1日完結型の集合研修で、午前は実際に業務フロー等を書いて業務要件を整理し、午後はシステム要件、非機能要件などの整理の仕方を学びます。

本研修の特徴は、自分たちで研修内容を考える利点を活かして、行政の実務に近しいケースシナリオを作成し、各要件整理のプロセスにおいて講義と演習を組み合わせて設計している点です。
1日を通してケースシナリオとして「防災備品の貸出・管理業務の見直し」をテーマに、紙や属人的な管理が残っている業務をIT化して、どのように業務/システム要件を整理すると改善されるのか。また非機能要件を考慮してどのようなシステム方式が検討できるのかを実際にグループワークで考えていただきます。

まずはシナリオを読み、業務フローや業務機能構成表を整理するところからスタートします。

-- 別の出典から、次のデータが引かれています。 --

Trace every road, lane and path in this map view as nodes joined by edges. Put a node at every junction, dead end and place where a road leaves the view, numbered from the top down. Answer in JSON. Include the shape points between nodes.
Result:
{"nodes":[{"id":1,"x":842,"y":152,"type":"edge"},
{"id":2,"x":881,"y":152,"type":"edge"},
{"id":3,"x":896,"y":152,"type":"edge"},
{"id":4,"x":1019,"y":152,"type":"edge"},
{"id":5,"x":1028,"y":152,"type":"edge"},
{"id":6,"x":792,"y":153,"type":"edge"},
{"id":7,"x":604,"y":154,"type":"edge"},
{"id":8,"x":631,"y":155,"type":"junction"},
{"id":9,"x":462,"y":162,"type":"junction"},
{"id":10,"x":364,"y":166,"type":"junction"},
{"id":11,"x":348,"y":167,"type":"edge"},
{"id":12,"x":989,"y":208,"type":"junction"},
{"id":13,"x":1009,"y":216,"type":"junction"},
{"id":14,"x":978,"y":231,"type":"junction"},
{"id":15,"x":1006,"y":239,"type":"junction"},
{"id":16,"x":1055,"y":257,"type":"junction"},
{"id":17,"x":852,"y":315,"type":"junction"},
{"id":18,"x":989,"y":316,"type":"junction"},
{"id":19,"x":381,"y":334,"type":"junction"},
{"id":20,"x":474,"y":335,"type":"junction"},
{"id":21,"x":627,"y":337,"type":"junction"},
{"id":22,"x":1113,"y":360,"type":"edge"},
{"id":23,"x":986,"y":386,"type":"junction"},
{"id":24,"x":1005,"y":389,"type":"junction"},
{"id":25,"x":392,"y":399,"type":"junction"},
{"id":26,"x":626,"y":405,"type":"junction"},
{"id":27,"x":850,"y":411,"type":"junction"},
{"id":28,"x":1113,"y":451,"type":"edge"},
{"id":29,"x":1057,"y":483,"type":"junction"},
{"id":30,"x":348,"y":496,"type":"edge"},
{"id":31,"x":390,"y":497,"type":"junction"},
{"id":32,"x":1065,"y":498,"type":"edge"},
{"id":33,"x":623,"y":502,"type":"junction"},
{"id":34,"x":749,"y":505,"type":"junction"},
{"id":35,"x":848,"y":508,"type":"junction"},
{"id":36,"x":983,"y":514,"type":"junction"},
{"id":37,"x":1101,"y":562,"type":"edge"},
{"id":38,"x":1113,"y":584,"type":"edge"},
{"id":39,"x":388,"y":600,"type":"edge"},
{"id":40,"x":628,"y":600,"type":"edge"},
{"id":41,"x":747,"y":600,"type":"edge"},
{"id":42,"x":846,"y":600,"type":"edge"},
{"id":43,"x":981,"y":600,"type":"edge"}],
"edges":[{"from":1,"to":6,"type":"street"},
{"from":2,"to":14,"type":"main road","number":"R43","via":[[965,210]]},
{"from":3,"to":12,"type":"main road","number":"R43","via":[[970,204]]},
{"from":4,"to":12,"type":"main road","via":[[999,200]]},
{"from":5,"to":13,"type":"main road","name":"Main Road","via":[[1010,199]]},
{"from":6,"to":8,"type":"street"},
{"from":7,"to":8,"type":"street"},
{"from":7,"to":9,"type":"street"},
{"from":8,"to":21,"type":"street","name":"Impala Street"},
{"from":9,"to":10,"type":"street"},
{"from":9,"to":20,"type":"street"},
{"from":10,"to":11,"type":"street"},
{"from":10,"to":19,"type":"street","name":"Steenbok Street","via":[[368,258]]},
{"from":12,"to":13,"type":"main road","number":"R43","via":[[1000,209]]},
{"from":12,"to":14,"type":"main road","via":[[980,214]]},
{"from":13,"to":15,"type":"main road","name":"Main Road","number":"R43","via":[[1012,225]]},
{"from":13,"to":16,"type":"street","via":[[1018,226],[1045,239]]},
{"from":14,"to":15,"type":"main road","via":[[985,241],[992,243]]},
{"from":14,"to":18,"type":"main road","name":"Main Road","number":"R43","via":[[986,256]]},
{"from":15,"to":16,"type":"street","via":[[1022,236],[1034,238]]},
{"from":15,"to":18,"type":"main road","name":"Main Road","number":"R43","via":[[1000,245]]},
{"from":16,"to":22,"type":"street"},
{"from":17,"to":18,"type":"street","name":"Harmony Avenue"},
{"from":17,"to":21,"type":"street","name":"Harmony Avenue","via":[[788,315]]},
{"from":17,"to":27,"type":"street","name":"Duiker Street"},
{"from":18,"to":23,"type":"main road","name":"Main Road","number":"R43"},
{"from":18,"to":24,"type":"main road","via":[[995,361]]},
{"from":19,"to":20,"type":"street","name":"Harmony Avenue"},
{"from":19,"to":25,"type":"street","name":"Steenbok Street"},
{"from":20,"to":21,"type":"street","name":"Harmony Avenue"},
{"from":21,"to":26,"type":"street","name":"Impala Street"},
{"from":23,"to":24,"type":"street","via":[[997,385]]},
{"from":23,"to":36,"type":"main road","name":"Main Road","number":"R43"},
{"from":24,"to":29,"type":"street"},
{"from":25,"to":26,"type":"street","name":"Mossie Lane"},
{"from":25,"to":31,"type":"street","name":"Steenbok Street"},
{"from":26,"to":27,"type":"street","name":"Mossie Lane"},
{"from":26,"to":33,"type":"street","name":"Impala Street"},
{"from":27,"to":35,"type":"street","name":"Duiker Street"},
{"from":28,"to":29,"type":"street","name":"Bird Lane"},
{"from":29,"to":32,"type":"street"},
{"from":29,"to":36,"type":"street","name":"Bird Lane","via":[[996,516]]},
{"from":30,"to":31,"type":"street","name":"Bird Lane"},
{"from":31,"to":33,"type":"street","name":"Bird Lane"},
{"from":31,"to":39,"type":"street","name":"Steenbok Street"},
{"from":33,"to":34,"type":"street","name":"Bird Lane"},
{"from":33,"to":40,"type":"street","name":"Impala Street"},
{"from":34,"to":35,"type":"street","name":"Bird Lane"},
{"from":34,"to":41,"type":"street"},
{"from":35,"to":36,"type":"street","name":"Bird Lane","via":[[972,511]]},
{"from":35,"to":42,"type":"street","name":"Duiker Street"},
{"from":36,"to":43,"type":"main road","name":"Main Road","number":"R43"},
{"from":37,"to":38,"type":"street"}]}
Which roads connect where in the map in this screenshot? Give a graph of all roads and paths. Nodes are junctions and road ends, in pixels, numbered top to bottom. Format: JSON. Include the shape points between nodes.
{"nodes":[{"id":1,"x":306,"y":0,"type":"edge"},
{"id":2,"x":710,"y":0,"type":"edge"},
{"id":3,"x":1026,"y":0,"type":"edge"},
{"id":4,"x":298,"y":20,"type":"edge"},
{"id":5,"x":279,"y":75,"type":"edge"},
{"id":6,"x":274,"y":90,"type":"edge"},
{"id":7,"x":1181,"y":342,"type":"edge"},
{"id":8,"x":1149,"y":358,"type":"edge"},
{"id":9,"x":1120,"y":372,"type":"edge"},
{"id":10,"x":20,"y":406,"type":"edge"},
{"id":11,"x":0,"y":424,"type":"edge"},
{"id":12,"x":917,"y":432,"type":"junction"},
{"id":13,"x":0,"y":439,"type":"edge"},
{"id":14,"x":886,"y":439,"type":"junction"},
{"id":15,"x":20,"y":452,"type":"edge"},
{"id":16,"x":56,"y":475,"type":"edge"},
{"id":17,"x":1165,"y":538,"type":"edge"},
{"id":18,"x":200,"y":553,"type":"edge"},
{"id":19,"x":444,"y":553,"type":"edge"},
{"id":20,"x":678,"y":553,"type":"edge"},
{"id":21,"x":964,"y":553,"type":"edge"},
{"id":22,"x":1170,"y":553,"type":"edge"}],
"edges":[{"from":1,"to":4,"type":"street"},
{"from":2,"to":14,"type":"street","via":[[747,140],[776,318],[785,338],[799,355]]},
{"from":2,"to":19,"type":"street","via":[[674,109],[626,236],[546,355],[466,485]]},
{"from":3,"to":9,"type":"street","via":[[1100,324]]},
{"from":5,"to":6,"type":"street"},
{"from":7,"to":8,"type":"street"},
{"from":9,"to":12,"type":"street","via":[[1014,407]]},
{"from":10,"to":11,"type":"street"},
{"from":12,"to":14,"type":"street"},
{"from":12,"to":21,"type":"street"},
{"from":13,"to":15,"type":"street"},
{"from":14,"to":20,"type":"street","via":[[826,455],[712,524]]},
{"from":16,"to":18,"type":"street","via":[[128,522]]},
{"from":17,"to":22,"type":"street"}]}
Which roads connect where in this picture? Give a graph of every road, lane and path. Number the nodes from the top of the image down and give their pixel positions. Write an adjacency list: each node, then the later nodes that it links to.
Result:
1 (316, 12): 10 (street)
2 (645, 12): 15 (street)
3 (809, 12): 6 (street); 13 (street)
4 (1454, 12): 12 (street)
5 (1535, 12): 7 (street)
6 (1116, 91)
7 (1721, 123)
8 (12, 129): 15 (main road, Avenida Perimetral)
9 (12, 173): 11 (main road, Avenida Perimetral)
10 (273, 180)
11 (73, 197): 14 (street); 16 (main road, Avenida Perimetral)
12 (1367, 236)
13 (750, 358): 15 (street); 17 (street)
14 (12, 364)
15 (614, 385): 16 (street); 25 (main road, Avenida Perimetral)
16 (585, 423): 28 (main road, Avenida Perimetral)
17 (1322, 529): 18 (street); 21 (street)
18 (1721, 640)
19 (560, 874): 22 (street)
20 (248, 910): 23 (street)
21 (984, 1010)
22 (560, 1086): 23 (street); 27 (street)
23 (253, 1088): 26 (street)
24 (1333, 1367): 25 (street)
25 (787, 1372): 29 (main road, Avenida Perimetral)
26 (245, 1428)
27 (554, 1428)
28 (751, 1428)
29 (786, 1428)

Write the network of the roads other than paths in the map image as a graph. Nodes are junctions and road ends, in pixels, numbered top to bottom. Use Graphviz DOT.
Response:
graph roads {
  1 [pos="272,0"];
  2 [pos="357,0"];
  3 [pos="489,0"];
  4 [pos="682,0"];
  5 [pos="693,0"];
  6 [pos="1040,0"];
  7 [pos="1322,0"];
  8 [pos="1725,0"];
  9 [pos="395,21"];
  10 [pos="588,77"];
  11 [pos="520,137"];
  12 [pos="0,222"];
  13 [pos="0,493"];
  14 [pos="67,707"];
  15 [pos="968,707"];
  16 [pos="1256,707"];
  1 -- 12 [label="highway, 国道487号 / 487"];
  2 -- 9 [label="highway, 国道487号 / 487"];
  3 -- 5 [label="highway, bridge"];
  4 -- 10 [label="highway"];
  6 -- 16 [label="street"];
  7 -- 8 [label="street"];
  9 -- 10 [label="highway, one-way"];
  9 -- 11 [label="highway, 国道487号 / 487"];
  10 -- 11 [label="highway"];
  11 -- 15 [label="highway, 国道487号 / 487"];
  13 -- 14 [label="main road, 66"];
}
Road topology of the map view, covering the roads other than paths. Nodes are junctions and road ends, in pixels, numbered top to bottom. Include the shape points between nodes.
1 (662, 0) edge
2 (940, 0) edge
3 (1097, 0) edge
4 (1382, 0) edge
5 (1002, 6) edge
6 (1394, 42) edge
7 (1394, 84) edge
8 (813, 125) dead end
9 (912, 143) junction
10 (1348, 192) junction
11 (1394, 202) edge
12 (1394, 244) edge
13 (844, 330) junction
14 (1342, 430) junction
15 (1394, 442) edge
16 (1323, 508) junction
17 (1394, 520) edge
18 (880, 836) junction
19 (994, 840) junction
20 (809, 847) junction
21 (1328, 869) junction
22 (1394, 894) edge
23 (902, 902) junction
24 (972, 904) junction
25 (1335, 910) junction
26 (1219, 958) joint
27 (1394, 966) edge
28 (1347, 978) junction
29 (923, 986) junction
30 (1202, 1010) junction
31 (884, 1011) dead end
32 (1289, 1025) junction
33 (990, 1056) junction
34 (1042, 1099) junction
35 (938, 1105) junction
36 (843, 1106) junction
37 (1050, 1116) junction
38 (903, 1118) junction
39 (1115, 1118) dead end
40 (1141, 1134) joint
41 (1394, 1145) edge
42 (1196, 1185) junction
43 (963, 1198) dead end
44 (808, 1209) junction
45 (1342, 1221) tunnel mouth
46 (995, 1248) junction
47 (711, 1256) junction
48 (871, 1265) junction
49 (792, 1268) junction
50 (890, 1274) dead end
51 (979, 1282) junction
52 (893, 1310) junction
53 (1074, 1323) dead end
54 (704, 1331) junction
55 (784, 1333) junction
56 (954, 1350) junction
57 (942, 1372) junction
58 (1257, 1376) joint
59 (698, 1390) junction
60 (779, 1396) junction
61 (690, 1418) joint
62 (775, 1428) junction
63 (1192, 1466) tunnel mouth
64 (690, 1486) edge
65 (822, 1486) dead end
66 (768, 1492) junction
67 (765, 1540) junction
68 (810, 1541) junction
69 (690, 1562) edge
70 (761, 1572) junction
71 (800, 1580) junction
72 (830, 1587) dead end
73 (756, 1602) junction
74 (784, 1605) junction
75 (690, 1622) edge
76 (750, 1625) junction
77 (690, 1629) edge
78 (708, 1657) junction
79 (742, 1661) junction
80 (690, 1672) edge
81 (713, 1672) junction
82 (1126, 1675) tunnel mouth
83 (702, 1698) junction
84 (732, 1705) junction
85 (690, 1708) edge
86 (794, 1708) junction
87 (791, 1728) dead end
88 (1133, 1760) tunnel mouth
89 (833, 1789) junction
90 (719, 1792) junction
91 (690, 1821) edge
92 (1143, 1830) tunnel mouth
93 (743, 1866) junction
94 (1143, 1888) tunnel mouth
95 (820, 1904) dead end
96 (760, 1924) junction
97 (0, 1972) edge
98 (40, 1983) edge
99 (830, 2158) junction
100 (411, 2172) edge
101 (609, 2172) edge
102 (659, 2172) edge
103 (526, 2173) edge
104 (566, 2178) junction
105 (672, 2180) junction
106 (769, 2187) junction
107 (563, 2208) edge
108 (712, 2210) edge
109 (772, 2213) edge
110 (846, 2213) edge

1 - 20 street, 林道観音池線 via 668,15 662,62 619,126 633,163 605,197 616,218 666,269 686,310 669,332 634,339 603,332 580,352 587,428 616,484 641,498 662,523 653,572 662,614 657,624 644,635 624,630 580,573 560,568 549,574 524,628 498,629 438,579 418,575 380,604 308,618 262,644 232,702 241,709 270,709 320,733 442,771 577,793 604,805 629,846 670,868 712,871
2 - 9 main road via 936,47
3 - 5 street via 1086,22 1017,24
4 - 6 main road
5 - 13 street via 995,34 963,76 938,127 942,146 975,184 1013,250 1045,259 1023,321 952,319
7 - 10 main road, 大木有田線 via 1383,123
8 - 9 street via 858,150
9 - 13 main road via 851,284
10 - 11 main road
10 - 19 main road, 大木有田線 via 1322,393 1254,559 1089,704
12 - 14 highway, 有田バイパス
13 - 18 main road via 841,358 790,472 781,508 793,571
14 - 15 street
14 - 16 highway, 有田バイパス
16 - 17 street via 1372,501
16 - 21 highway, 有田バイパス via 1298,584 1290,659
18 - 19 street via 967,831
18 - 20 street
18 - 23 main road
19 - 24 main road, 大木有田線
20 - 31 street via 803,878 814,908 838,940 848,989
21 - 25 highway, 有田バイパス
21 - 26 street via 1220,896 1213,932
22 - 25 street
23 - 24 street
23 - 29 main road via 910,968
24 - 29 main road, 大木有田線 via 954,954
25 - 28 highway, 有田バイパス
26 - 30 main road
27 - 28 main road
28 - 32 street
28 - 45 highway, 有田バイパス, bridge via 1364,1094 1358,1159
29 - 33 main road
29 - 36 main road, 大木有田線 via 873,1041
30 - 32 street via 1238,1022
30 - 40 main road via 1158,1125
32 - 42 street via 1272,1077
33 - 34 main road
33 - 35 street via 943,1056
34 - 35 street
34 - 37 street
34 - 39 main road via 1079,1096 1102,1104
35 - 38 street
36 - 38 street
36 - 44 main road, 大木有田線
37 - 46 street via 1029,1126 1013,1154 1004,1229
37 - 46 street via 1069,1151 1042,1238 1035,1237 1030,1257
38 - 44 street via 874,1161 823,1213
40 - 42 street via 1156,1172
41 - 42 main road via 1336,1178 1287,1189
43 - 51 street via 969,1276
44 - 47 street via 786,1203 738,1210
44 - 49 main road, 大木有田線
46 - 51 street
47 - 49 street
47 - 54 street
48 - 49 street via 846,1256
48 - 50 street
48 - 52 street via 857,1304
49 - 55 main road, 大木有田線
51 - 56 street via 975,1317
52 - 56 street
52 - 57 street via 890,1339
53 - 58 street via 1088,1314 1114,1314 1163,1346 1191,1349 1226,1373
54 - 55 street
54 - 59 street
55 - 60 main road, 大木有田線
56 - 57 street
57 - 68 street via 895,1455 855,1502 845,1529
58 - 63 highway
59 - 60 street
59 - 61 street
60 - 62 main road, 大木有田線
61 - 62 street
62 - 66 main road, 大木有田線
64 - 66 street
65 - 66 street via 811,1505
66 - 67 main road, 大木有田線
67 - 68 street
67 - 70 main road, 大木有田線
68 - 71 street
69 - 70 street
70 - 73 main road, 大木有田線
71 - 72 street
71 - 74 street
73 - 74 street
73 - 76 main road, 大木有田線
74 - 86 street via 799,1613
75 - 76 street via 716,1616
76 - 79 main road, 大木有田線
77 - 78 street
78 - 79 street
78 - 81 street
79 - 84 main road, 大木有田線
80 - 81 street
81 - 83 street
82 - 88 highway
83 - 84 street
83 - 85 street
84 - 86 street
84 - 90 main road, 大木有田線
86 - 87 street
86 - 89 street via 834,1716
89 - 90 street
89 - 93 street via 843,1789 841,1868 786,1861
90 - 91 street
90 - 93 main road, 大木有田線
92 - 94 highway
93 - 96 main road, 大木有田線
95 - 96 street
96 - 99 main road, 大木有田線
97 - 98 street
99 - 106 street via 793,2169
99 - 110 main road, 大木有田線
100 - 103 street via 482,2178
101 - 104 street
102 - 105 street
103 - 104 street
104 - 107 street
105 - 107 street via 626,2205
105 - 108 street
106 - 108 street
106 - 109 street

最後に、システム方式の検討としてA案IaaS構築、B案PaaS構築、C案ノーコード開発、D案SaaS導入の4案に対して非機能要件の特徴と、各部門間の立場からトレードオフの調整が必要な要件を整理します。
また、本研修のファシリテーターは東京都各局のDX推進支援を行っているGovTech東京 都政DXグループの職員が担っており、実際の都の各局支援における「要件定義の実例」を伝えることによって、現場での活用をよりイメージしやすくしています。
都政DXグループでは東京都で実施している企画などの上流工程の支援や要件定義、プロジェクトの進捗管理支援を通じて、事業の成功に向けたサポートを行っています。要件定義プロセスにおいても、庁内支援における実務経験を基に、都のガイドラインや実務に即してどのような観点で仕様をまとめるかについても、講義に含めて伝えています。

受講者の反応
受講後アンケートでは、満足度が平均4.60点(5点満点)、業務活用度が平均4.43点(5点満点)と高い評価をいただいています。
・ファシリテーターの庁内支援に関する経験談が豊富で参考になった
・特に非機能要件の整理フレームがまとまっていて活用できそう
という声を複数いただき、内製化で狙った効果が出ているようで安心しました。要件定義はシステム開発工程の上流としてその後の設計開発に大きく影響するため、ICT職が担う役割、重要性、進め方の理解が広まるよう、次年度以降の研修をブラッシュアップできればと考えています。
次回は工程上次のステップである「設計開発コース」を紹介予定です。設計開発段階でどのように開発ベンダーと協業するのか、その講義や演習内容をご紹介します。